The sample is following by using Scrapy library.
The methodology is using the Scrapy library to request an API call to collect the information (JSON) in mobile platform (iPhone, Android). You can using the software tool to trace the API information (Eg: Charles Proxy, Fiddler, etc)
Following the step below for your installing and running the scrapping. I prefer installing the scrapy in virtual environment than installing directly in Python. If you are usually using the Anaconda methods, you can't skip the step 1. Just open the Anaconda Prompt.

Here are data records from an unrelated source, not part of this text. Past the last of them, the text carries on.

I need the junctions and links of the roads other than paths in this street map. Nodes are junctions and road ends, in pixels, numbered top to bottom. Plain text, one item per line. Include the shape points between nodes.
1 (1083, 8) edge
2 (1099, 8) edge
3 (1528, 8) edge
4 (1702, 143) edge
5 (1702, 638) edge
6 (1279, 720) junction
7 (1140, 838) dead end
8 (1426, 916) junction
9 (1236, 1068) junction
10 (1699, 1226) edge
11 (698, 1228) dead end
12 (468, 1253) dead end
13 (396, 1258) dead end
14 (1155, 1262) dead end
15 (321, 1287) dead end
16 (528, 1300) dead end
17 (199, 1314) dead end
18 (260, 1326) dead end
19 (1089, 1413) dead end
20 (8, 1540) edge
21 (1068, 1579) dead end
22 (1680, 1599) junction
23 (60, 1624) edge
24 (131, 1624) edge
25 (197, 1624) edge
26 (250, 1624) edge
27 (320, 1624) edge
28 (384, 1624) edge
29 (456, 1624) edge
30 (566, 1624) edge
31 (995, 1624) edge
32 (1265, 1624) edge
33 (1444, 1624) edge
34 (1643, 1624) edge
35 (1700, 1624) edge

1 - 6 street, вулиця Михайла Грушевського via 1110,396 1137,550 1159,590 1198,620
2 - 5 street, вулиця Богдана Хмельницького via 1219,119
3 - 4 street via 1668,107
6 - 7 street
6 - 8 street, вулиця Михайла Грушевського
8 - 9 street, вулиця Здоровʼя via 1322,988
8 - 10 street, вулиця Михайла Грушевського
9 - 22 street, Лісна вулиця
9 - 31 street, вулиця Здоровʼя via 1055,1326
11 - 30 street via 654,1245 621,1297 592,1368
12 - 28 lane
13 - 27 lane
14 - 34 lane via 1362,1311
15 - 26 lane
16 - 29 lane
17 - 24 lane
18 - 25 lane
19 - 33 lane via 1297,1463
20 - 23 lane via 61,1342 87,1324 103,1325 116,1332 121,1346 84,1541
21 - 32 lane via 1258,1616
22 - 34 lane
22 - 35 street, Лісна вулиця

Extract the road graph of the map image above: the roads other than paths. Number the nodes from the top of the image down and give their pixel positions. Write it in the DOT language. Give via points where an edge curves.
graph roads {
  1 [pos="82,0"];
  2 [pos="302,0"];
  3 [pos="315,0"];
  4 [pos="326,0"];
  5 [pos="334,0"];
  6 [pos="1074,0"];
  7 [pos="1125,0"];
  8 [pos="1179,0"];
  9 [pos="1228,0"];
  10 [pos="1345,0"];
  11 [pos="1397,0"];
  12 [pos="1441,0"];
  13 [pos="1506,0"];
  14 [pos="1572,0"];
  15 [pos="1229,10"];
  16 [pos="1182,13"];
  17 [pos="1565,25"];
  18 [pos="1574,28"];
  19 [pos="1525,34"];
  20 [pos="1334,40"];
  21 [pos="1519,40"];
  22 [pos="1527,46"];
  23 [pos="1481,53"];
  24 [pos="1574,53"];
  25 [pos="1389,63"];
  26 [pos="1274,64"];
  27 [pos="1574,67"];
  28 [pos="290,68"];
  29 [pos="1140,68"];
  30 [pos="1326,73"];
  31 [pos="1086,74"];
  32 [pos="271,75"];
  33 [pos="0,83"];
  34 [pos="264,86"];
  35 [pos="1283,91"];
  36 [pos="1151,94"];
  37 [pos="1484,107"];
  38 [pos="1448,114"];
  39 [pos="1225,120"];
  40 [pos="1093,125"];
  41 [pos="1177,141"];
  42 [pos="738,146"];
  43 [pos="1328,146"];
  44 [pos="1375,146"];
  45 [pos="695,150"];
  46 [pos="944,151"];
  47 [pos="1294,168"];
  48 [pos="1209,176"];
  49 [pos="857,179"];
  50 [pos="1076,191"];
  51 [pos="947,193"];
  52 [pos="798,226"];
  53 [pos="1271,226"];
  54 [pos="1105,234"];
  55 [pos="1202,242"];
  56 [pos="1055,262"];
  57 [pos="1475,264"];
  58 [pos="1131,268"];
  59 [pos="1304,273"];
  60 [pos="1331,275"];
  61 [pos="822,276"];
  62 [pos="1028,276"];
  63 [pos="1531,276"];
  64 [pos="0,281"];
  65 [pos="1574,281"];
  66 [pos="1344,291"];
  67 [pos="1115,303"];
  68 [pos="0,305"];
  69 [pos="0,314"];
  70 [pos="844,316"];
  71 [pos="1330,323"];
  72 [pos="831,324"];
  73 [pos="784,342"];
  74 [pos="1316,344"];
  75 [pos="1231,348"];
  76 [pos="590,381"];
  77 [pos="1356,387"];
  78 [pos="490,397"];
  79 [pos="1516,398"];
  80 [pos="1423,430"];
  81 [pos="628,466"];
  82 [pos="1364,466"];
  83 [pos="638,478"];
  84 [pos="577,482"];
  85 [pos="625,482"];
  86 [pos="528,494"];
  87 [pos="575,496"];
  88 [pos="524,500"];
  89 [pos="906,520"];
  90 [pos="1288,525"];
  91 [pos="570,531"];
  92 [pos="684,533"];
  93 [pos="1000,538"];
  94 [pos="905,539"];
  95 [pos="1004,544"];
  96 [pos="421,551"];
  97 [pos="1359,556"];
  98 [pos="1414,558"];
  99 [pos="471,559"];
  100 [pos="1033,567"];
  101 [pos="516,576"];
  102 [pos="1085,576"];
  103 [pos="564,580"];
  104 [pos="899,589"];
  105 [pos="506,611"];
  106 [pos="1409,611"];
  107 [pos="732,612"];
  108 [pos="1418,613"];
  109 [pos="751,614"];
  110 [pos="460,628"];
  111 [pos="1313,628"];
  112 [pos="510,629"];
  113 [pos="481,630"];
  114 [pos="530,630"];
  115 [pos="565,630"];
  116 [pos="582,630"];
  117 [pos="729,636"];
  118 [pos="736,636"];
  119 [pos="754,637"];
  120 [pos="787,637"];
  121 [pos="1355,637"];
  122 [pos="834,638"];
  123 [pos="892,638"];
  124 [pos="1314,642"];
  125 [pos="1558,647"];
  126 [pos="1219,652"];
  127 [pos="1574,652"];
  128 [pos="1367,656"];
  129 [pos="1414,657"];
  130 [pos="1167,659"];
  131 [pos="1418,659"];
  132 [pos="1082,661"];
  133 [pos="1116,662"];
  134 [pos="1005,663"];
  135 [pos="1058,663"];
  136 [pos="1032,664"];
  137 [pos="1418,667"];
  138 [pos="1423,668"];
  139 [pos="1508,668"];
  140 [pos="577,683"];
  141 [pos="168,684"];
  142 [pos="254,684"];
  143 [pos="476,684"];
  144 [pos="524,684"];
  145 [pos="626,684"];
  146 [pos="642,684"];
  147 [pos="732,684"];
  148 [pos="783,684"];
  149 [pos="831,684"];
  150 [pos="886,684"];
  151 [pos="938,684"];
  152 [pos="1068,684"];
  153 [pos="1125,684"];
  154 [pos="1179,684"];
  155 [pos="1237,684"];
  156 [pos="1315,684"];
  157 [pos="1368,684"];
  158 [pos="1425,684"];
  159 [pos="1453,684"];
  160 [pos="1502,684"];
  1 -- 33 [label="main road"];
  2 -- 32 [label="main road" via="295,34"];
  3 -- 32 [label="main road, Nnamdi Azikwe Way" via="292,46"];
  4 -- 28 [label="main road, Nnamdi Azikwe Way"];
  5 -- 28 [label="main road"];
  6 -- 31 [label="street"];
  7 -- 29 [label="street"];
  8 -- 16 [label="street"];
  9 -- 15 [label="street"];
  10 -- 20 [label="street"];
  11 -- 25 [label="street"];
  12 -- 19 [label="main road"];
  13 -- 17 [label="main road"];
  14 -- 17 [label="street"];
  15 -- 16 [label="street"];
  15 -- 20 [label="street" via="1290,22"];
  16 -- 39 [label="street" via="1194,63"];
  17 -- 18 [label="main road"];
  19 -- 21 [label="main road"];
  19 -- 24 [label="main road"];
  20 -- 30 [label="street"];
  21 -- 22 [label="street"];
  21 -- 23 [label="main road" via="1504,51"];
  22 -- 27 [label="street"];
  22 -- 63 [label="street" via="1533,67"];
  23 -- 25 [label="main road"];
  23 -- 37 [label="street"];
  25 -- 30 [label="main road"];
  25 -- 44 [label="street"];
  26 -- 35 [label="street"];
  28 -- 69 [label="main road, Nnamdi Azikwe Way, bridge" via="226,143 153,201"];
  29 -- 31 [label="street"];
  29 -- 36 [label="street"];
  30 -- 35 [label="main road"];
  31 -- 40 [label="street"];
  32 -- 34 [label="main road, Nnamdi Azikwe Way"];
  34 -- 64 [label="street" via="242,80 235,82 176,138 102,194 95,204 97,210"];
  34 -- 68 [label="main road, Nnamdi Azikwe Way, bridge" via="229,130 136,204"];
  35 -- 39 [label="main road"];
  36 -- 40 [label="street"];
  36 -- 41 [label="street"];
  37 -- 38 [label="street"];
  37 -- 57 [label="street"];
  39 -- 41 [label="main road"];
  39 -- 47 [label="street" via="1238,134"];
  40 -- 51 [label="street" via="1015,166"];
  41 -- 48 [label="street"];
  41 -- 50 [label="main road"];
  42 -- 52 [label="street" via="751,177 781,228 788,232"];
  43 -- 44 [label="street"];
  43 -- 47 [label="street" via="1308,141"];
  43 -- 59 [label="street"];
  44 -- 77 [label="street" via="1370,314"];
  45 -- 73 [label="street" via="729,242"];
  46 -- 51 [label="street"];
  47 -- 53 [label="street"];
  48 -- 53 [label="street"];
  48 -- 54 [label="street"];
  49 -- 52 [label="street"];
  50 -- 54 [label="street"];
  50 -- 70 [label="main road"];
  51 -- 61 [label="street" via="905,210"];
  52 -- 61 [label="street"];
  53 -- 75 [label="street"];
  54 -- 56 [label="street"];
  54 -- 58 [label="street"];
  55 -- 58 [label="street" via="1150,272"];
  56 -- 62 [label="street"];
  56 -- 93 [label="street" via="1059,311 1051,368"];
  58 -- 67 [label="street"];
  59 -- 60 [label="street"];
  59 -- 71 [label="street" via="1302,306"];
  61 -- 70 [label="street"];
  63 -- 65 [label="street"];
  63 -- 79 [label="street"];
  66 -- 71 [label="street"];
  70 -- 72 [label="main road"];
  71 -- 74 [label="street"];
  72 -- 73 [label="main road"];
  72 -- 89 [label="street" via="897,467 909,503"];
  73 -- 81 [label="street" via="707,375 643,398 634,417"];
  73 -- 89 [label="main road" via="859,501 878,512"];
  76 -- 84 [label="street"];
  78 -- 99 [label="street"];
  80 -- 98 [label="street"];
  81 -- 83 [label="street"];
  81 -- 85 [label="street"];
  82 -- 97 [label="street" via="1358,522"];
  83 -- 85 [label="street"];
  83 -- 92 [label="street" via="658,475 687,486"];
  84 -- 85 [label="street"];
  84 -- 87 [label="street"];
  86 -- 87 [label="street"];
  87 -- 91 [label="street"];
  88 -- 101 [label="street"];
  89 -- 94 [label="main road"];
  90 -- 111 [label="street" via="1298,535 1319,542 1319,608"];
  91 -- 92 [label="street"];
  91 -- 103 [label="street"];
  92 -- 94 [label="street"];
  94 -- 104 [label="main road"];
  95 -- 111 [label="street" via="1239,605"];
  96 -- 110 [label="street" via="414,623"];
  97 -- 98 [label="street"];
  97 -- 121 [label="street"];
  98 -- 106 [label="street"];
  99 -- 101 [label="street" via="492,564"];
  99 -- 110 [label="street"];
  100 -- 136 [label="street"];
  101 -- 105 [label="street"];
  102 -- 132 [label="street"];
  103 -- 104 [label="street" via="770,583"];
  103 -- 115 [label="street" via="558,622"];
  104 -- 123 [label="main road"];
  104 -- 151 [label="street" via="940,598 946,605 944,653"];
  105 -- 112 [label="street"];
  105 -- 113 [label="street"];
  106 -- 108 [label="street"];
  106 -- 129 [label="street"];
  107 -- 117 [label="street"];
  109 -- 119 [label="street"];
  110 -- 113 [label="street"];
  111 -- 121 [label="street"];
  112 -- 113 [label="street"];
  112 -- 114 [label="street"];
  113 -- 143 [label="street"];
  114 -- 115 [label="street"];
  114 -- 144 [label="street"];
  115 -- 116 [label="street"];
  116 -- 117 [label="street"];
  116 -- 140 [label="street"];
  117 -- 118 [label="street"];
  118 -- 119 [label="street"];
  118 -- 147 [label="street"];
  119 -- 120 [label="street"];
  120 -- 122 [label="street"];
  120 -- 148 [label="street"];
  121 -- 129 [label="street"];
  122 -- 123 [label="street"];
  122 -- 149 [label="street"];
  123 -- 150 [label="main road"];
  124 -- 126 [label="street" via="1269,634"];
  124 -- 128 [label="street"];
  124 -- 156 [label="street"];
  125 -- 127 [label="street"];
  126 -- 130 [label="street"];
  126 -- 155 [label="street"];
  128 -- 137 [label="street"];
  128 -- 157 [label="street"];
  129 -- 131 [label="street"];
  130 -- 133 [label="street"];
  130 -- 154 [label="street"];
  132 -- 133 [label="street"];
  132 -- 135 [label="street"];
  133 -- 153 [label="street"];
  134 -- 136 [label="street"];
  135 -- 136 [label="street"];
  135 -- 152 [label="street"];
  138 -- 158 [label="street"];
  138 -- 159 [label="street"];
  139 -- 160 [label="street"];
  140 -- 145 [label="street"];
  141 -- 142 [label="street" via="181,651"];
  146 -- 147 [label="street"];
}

1/ You can follow the site below for installing the virtual enviroment in python: https://packaging.python.org/guides/installing-using-pip-and-virtual-environments/
-
Windows The Python installers for Windows include pip. You should be able to access pip using:
py -m pip --version pip 9.0.1 from c:\python36\lib\site-packages (Python 3.6.1)
You can make sure that pip is up-to-date by running:
py -m pip install --upgrade pip
Then, install the virtual environment:
py -m pip install --user virtualenv
Create and activate the new environment:
py -m venv #your-environment-name
point to the location .\env\Scripts\activate and run activate.bat
-
Linux and macOS It’s recommended to use the system pip to bootstrap a user installation of pip:
python3 -m pip install --user --upgrade pip
Afterwards, you should have the newest pip installed in your user site:
python3 -m pip --version pip 9.0.1 from $HOME/.local/lib/python3.6/site-packages (python 3.6)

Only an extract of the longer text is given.